Dilan duduk di sofa ruang tamu, matanya menerawang ke arah pintu. Hati Dilan terasa hampa, kehilangan semangat. "Ternyata tidak ada Dilara membuat hatiku sedih dan tidak bersemangat seperti saat ini, semoga saja dia cepat kembali, aku sangat merindukanmu adik tapi sama usia," gumamnya dalam hati, wajahnya tampak sendu.
Dilan tersadar bahwa hari ini ia memiliki kelas kuliah. Ia bergegas menuju kamarnya, langkahnya terasa berat. Setibanya di kamar, ia langsung menuju kamar mandi, menggosok setiap inci tubuhnya dengan cepat. Wajahnya tampak lelah, matanya sembab.
Setelah selesai mandi, Dilan bergegas keluar kamar mandi. Ia mengenakan kemeja hitam dan celana jeans kesukaannya. Dilan kemudian bergegas keluar dari kamar, matanya masih terlihat lesu.
Dilan berjalan dengan perlahan menuju motor sport miliknya. Ia menaiki motornya, memakai helm, dan melajukan motornya dengan kecepatan sedang. Sepanjang perjalanan menuju kampus, Dilan hanya fokus pada jalanan, matanya tertuju pada aspal yang dilaluinya.

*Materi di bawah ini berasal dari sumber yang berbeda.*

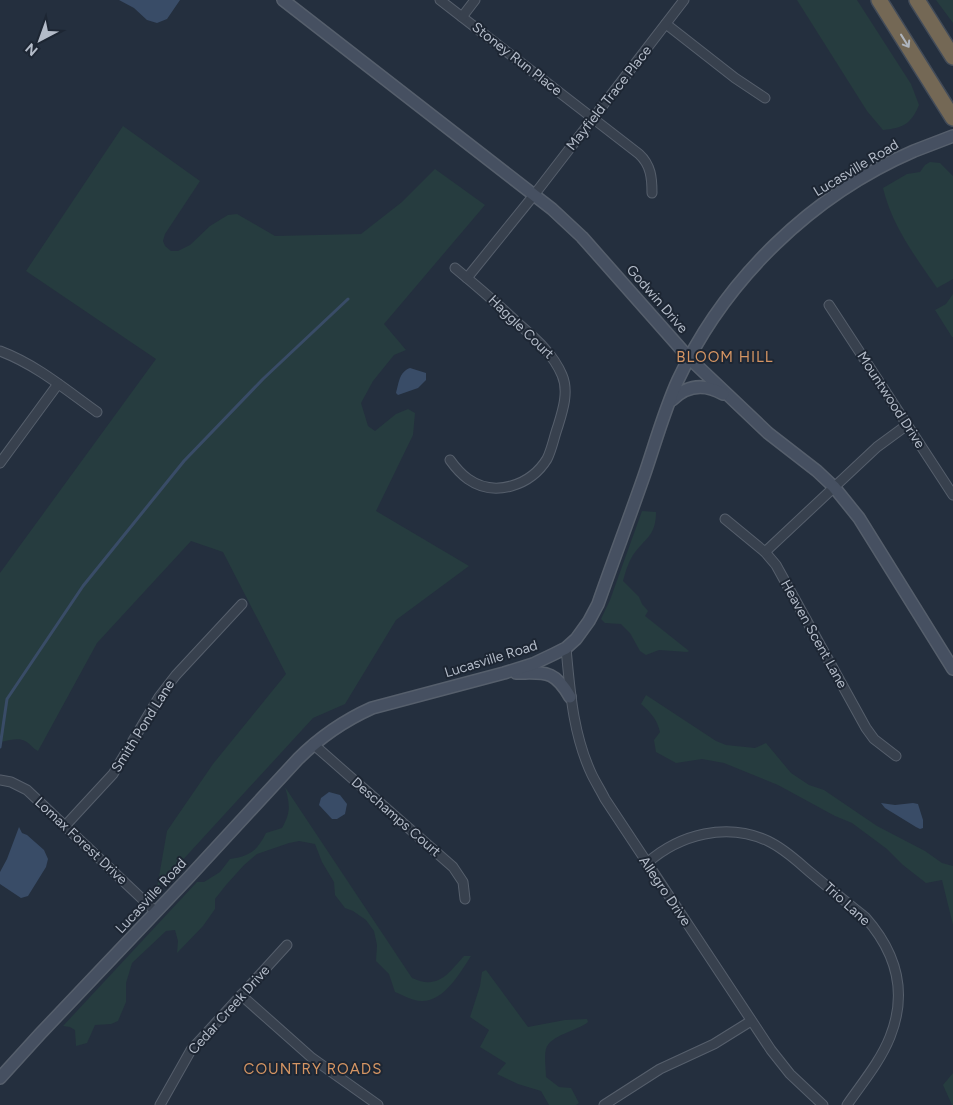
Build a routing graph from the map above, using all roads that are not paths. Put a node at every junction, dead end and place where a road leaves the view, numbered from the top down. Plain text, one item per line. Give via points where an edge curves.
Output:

Sesampainya di kampus, Dilan memarkirkan motornya di tempat parkir. Saat melepas helm, ia menyadari banyak wanita yang menatapnya dengan kagum. Dilan tidak menghiraukan tatapan mereka, ia hendak berjalan menuju kelas.
"Dilan!"
Seorang gadis cantik berteriak memanggil namanya. Dilan menoleh, terkejut melihat gadis itu menghampirinya. Gadis itu mengenakan dress berwarna merah seksi, senyum manis terukir di wajahnya.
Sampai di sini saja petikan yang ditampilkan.